**Assignment**:
Report back every line in the data that includes the string "paths".

(Stored items)
# # # # # # #

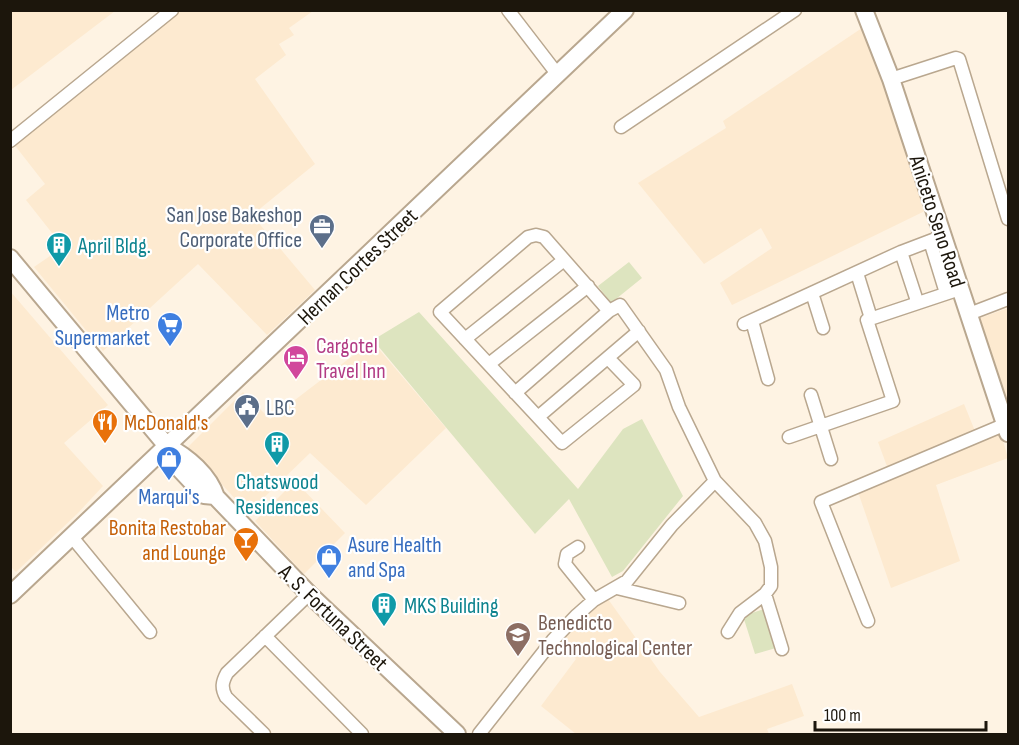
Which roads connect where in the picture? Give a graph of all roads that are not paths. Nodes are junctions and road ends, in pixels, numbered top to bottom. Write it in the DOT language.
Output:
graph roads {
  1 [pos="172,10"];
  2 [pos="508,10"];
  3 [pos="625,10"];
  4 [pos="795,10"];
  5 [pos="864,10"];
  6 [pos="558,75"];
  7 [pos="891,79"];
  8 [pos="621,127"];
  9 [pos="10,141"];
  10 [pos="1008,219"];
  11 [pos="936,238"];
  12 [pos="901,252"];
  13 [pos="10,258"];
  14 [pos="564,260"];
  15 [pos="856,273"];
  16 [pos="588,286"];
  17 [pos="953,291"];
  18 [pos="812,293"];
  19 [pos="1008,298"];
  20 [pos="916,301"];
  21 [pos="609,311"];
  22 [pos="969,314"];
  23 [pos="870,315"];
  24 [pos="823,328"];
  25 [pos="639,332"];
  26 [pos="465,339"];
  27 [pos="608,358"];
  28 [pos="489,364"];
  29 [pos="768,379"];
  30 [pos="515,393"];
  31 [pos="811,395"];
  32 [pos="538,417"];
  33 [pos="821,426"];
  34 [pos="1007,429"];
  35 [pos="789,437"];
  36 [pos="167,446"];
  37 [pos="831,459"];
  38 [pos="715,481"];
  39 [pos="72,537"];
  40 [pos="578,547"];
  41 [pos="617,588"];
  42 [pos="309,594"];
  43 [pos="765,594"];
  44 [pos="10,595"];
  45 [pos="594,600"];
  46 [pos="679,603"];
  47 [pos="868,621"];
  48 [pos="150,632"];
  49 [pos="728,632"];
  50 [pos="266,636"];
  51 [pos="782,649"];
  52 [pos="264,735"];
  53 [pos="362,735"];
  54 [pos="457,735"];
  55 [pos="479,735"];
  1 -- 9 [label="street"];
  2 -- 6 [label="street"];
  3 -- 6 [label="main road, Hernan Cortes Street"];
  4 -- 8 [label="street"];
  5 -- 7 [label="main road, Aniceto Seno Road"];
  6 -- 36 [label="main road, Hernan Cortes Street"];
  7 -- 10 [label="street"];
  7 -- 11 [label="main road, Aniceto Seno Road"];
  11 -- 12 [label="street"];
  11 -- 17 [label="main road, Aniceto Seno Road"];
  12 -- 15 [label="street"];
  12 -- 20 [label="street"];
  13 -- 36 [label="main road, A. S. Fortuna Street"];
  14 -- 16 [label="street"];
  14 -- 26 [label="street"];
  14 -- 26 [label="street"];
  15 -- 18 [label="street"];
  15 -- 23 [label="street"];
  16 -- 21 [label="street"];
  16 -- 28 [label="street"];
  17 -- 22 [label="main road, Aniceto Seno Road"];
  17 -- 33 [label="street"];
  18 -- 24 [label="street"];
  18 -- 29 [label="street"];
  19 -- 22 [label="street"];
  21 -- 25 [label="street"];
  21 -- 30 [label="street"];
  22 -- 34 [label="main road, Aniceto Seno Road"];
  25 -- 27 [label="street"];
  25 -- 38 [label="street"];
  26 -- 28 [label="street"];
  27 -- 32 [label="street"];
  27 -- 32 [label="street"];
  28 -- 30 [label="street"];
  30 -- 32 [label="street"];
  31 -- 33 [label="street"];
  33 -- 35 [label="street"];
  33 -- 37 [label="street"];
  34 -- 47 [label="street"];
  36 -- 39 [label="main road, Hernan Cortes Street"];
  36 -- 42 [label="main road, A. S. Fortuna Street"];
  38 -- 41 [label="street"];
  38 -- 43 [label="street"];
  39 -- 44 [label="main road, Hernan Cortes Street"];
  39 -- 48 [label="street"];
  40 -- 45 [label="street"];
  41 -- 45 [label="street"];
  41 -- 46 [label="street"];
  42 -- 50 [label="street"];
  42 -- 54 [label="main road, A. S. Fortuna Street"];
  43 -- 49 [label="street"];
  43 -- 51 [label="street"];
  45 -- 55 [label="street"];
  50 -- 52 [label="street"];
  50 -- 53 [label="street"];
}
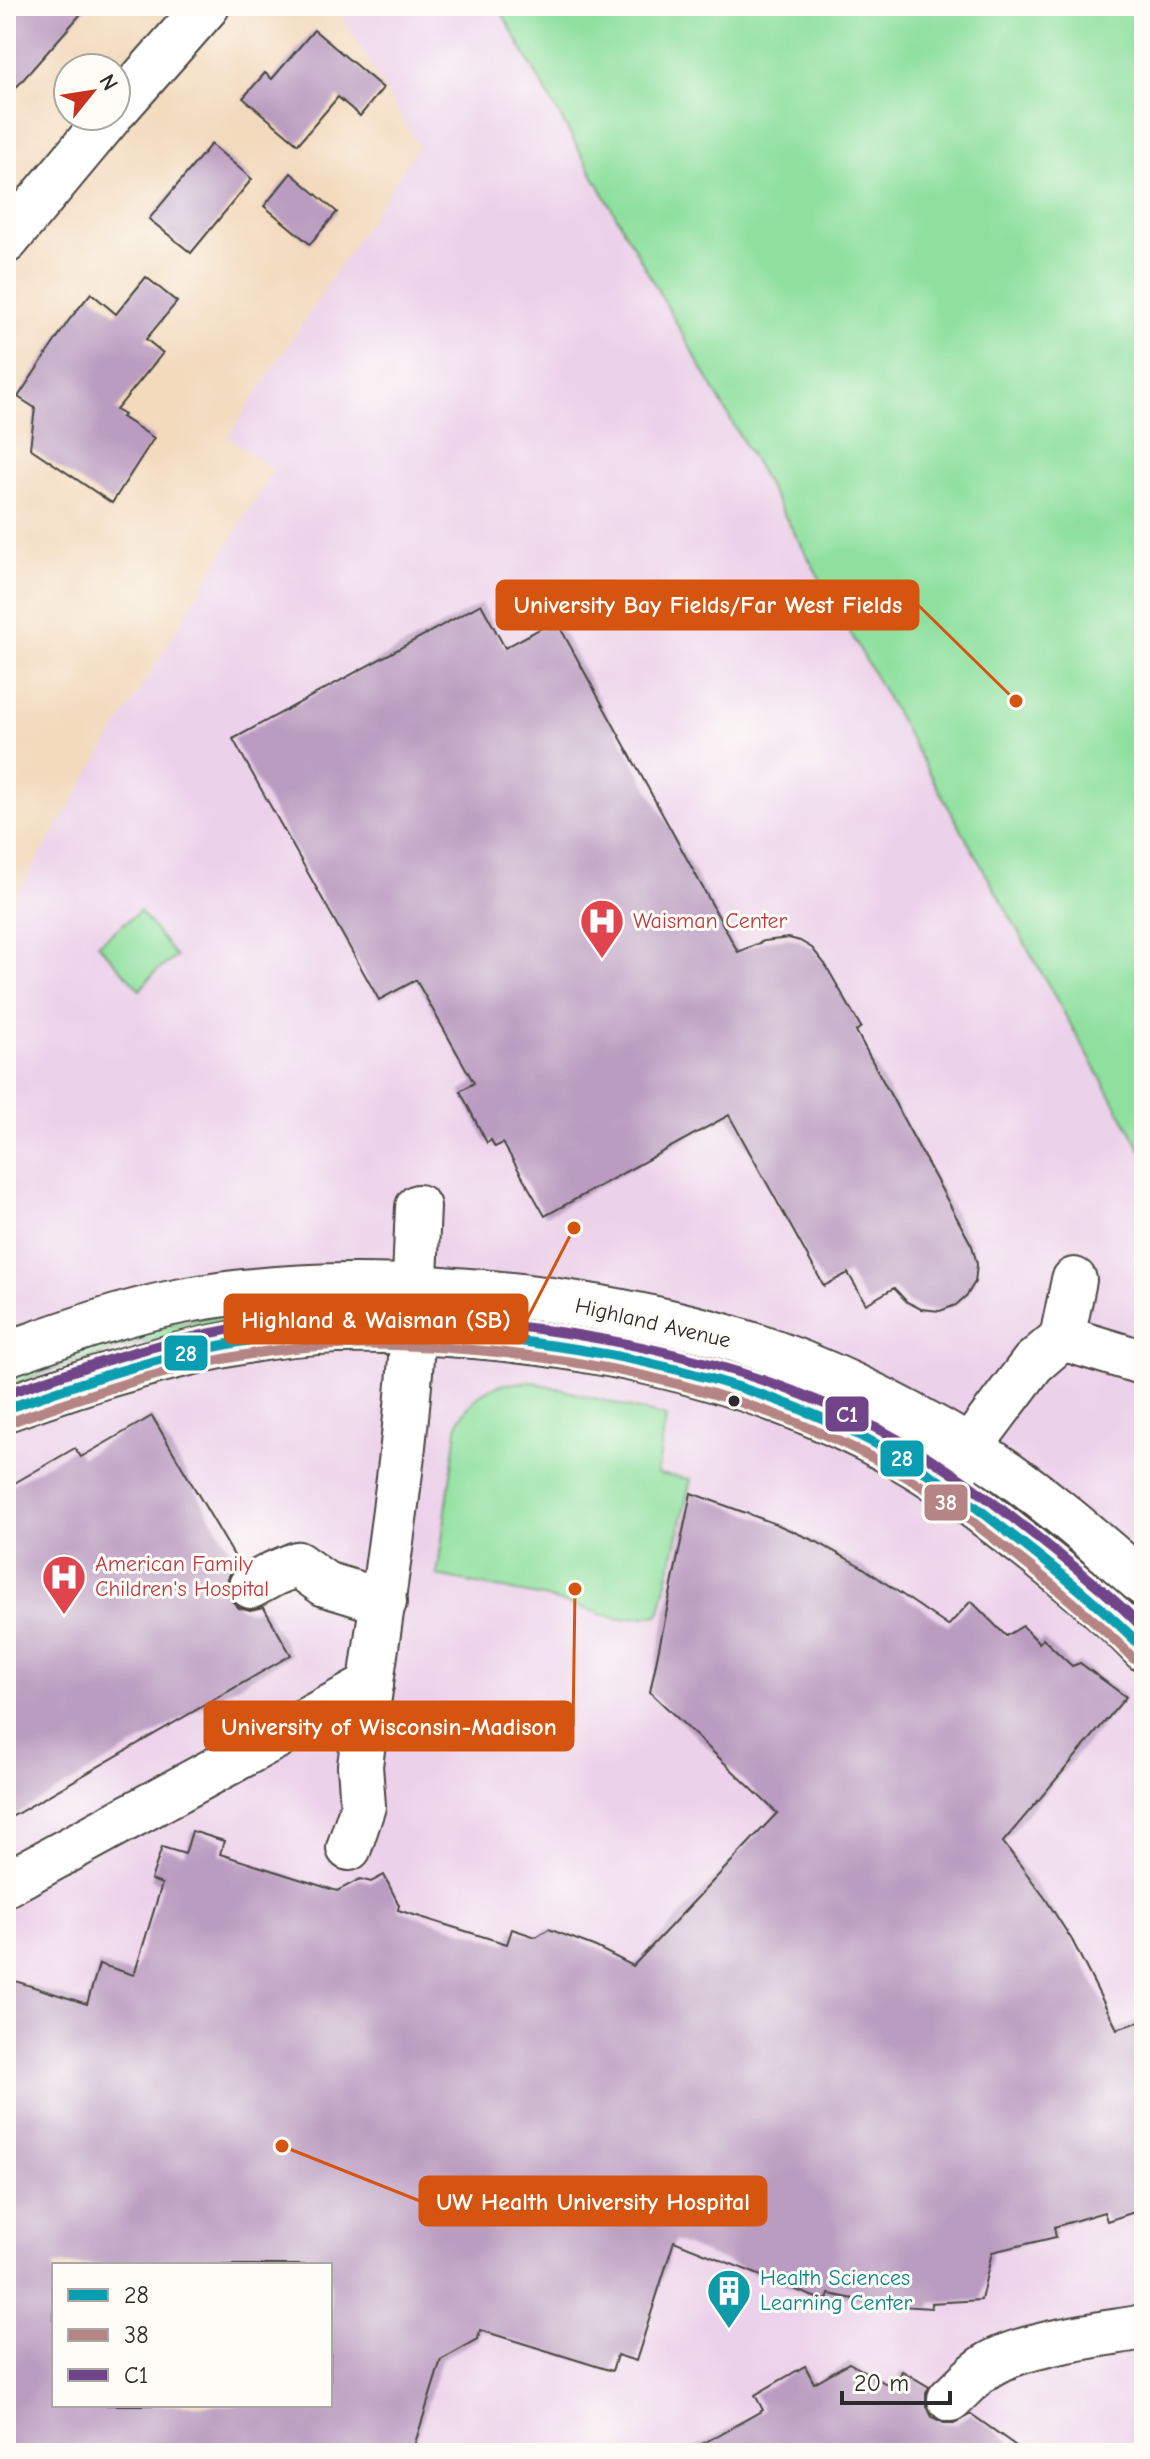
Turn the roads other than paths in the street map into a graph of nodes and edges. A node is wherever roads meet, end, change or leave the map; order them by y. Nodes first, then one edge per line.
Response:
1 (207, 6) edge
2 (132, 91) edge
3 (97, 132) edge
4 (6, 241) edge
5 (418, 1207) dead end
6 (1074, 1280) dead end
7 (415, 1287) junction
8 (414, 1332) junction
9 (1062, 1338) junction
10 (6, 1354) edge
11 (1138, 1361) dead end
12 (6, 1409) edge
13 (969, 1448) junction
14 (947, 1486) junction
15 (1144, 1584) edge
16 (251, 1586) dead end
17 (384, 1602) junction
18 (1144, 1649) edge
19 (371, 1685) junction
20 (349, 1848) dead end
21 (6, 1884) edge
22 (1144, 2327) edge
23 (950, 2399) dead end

# # # # # # #

**Task answer**:
Which roads connect where in the picture? Give a graph of all roads that are not paths. Nodes are junctions and road ends, in pixels, numbered top to bottom. Write it in the DOT language.
Turn the roads other than paths in the street map into a graph of nodes and edges. A node is wherever roads meet, end, change or leave the map; order them by y. Nodes first, then one edge per line.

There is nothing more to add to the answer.